Aber eine Mutter, die den Mörder ihrer Tochter erschießt?:
„Würde jemand meinen beiden Kindern etwas antun, es gäbe keine Gnade aus meiner Position
1
heraus für diese Bestie. Ich würde ganz genauso handeln.“
Ob in unserem Alltag, der Politik, Literatur und Kunst, der Philosophie oder Soziologie oder selbst
den Religionen: Geschichten von Rache sind überall zu finden und prägen unsere Kultur –
beginnend bei der Schöpfungsgeschichte, als Kain (erstgeborener Sohn Adams und Evas)
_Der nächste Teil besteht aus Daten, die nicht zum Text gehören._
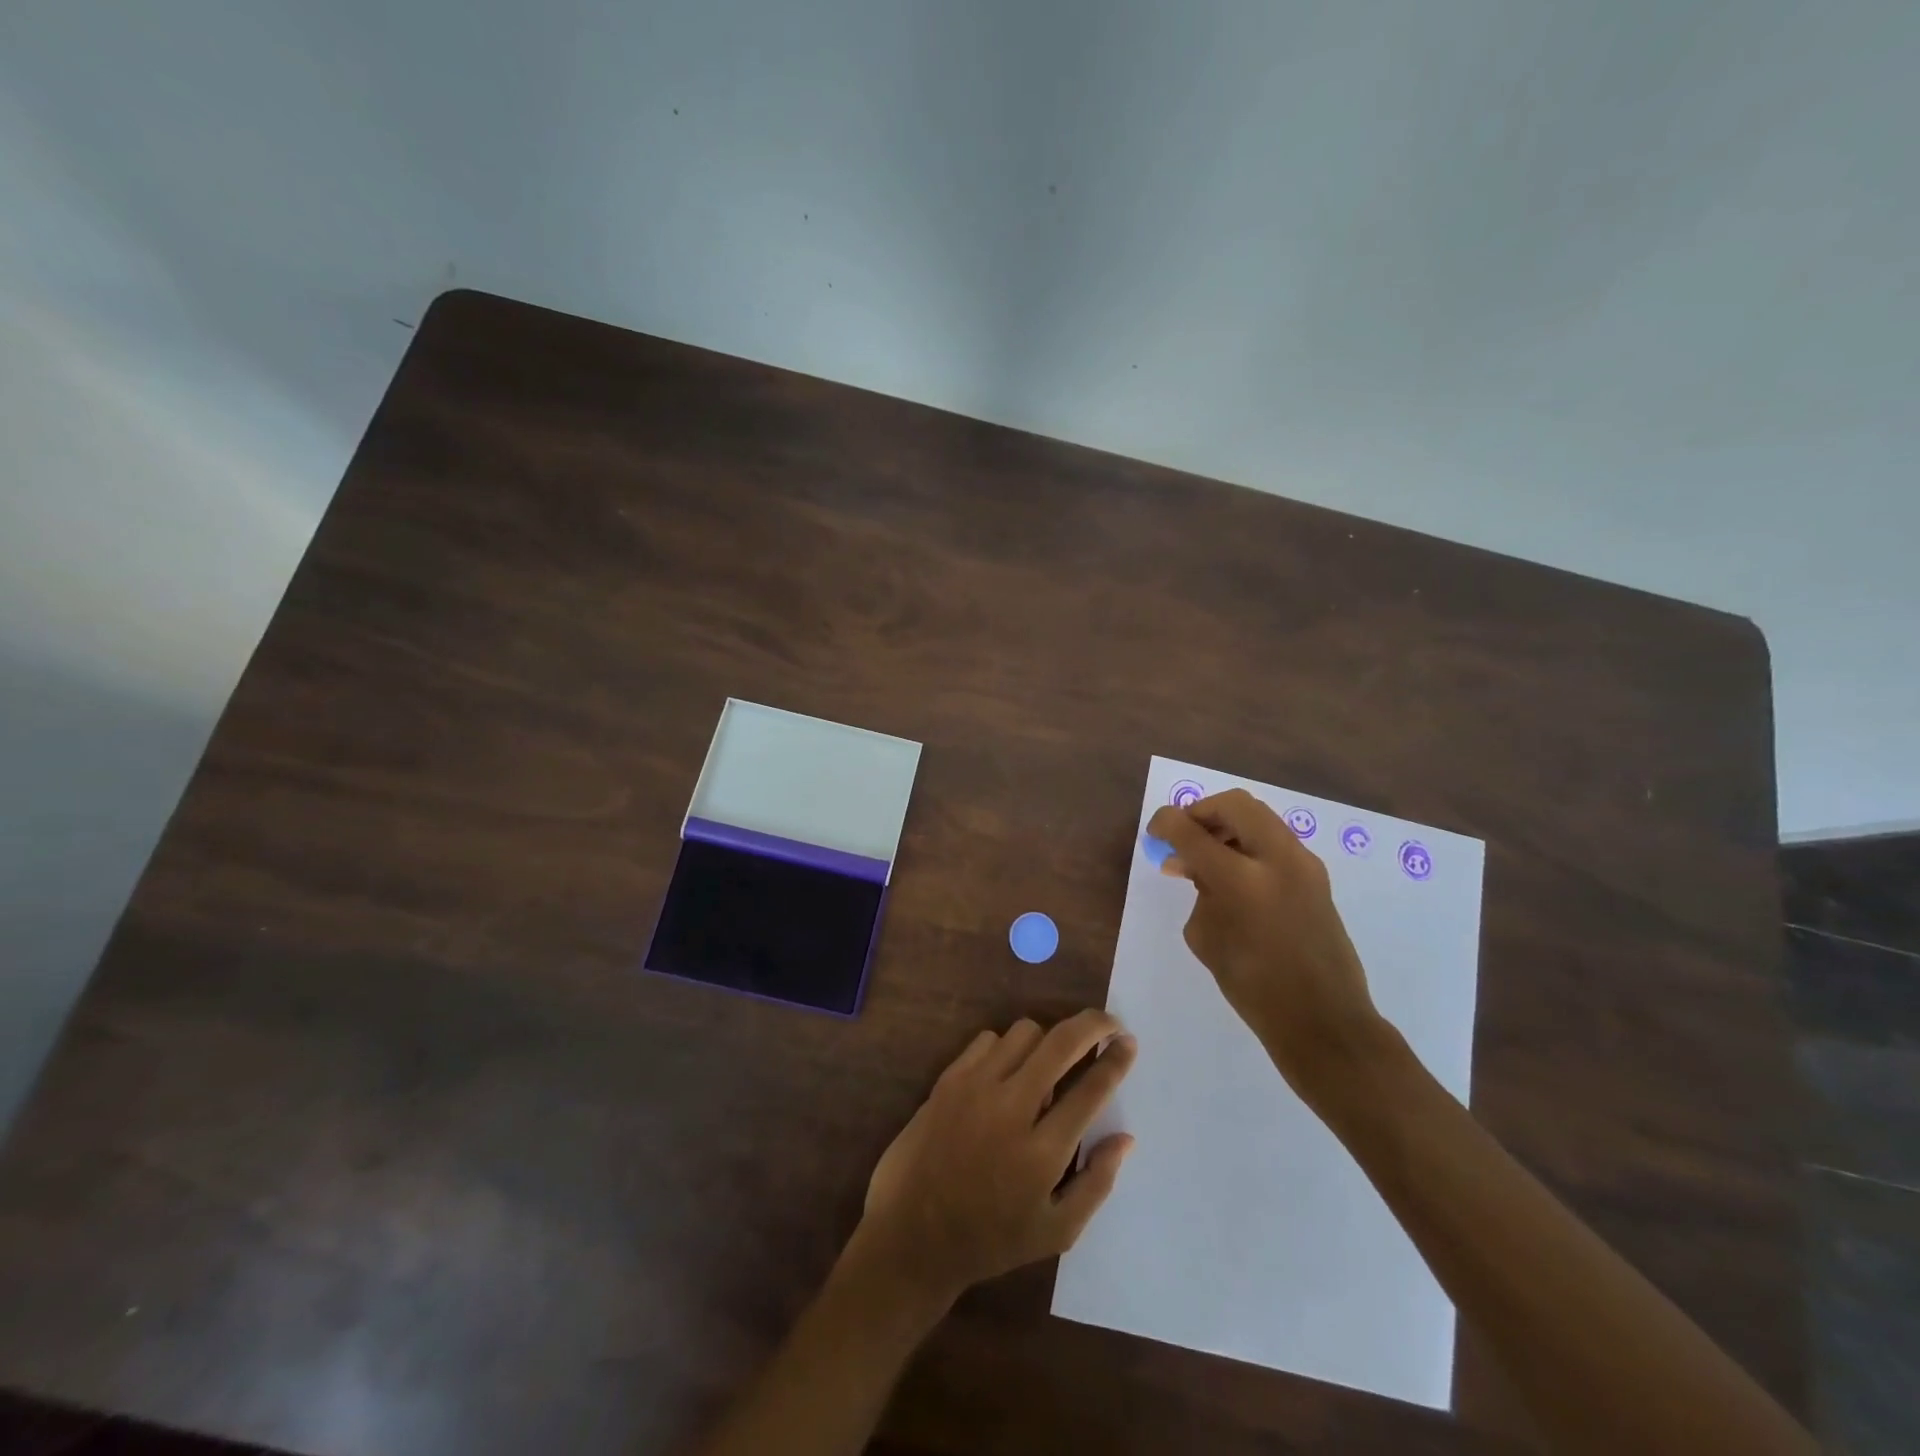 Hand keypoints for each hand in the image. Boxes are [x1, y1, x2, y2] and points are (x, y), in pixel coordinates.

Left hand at [851, 1011, 1137, 1306]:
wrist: (912, 1234)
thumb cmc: (990, 1239)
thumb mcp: (1055, 1232)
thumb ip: (1096, 1183)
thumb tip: (1125, 1138)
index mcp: (1043, 1151)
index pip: (1091, 1088)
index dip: (1116, 1059)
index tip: (1129, 1042)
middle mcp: (1012, 1108)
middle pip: (1061, 1042)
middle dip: (1093, 1025)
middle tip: (1108, 1023)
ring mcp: (976, 1087)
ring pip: (1025, 1032)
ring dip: (1047, 1039)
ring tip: (1052, 1059)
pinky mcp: (949, 1079)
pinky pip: (988, 1039)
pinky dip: (1007, 1048)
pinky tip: (1009, 1071)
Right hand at [1148, 789, 1386, 1098]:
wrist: (1323, 1019)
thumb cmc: (1253, 987)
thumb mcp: (1206, 937)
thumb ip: (1198, 890)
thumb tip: (1194, 865)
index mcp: (1240, 878)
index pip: (1191, 829)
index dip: (1165, 823)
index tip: (1154, 832)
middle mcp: (1276, 858)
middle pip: (1233, 804)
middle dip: (1202, 812)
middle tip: (1184, 835)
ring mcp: (1303, 863)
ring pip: (1259, 817)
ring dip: (1228, 826)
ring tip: (1208, 857)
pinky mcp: (1317, 875)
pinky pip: (1275, 840)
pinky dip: (1250, 843)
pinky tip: (1235, 873) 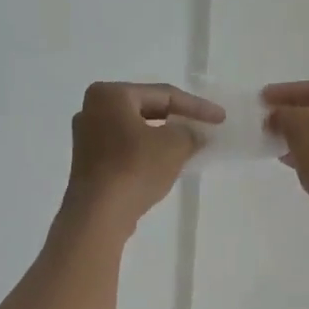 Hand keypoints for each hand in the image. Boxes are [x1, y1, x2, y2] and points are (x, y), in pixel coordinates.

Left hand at [66, 82, 224, 233]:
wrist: (99, 214)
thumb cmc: (135, 168)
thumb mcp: (175, 144)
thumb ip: (190, 132)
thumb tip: (194, 134)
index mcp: (111, 94)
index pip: (164, 94)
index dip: (197, 106)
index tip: (221, 118)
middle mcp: (92, 109)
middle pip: (147, 109)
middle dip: (178, 119)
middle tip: (205, 128)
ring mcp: (87, 137)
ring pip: (136, 130)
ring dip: (164, 137)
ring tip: (190, 145)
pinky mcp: (89, 162)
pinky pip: (126, 148)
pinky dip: (148, 152)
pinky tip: (167, 162) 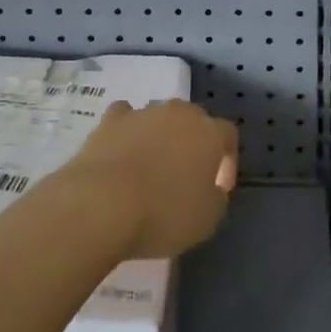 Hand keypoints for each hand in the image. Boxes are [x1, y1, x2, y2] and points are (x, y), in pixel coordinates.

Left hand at [66, 99, 238, 259]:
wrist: (102, 204)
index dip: (227, 160)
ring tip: (149, 168)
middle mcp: (179, 113)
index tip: (218, 188)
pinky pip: (126, 118)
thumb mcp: (208, 219)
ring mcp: (143, 112)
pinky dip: (127, 131)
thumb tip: (210, 186)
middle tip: (185, 176)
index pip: (228, 135)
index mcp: (209, 132)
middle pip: (193, 120)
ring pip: (159, 118)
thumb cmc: (163, 213)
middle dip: (193, 144)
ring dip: (160, 137)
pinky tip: (122, 150)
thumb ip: (216, 196)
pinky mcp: (110, 120) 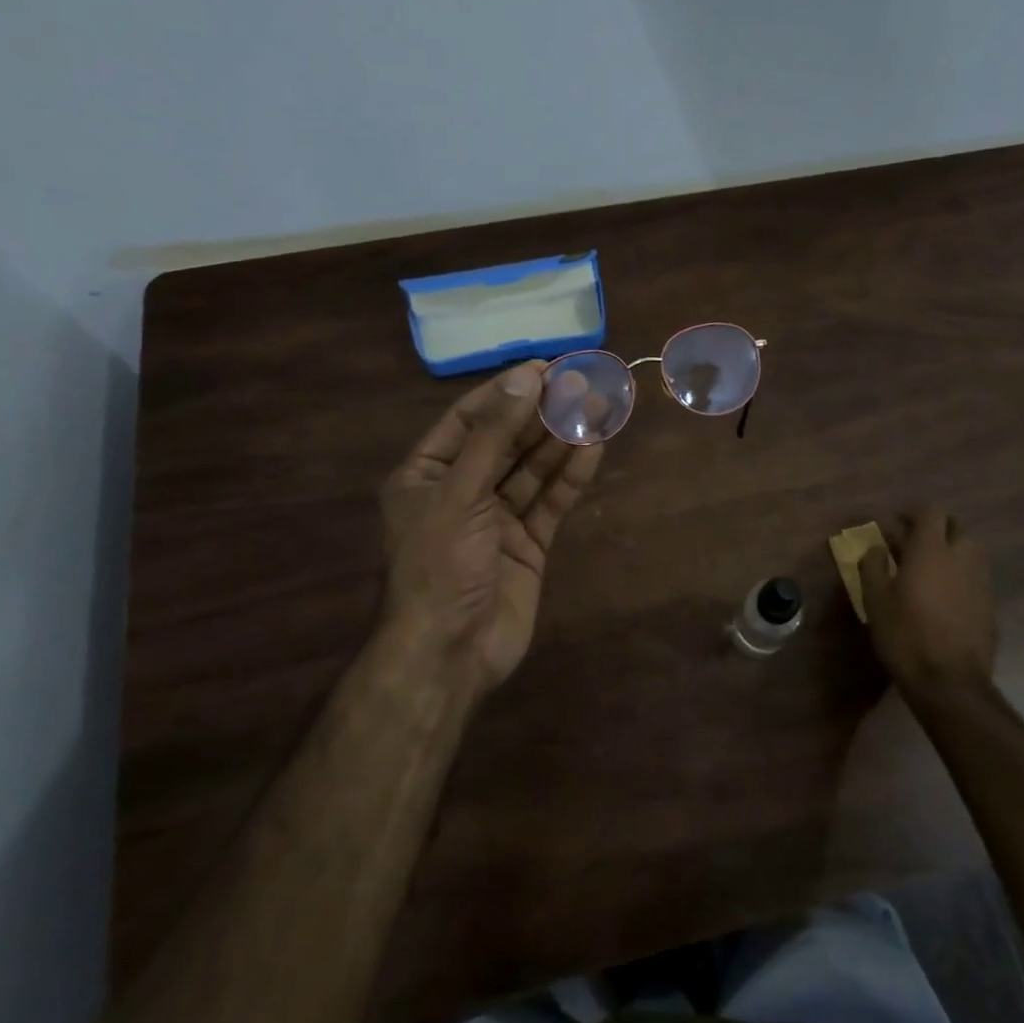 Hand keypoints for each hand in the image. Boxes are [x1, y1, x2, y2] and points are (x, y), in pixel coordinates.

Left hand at [378, 362, 603, 696]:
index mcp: (427, 474)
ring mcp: (497, 518)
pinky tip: (593, 450)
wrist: (450, 654)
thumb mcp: (459, 493)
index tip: (545, 368)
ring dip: (562, 441)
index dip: (507, 391)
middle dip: (541, 414)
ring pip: (533, 469)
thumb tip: (524, 378)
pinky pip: (551, 502)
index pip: (470, 419)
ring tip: (596, 408)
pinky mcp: (528, 544)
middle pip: (507, 441)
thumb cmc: (440, 566)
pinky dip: (571, 478)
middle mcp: (462, 490)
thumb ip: (493, 437)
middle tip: (581, 383)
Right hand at [860, 507, 998, 700]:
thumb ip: (873, 566)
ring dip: (949, 551)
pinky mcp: (990, 604)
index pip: (930, 511)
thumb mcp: (875, 600)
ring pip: (968, 551)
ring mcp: (981, 581)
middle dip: (934, 529)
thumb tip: (876, 548)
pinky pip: (974, 576)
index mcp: (932, 549)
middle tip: (911, 544)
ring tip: (927, 570)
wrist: (950, 682)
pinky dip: (959, 575)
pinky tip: (942, 596)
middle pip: (954, 527)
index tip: (896, 522)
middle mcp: (962, 557)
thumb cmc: (905, 635)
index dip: (913, 512)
seinen Bruder Abel aus Neid ermordete. 2 Romane wie „Der Graf von Monte Christo“ oder das
„Nibelungenlied“ sind nur weitere Beispiele aus einer gar endlosen Auswahl an
Racheerzählungen. Stellt man sich ein mal vor, alle Opern, Filme, Bücher, Lieder und
Geschichten, in denen es um Rache geht, würden nicht mehr existieren, merkt man: viel würde
nicht mehr übrig bleiben. Dazu kommt noch, dass uns viele Rachemotive oft gar nicht als solche
bewusst sind. Rache kann bei der kleinsten Schadenfreude beginnen und über unfreundliche
Bemerkungen bis hin zu Gewalttaten oder sogar Mord gehen.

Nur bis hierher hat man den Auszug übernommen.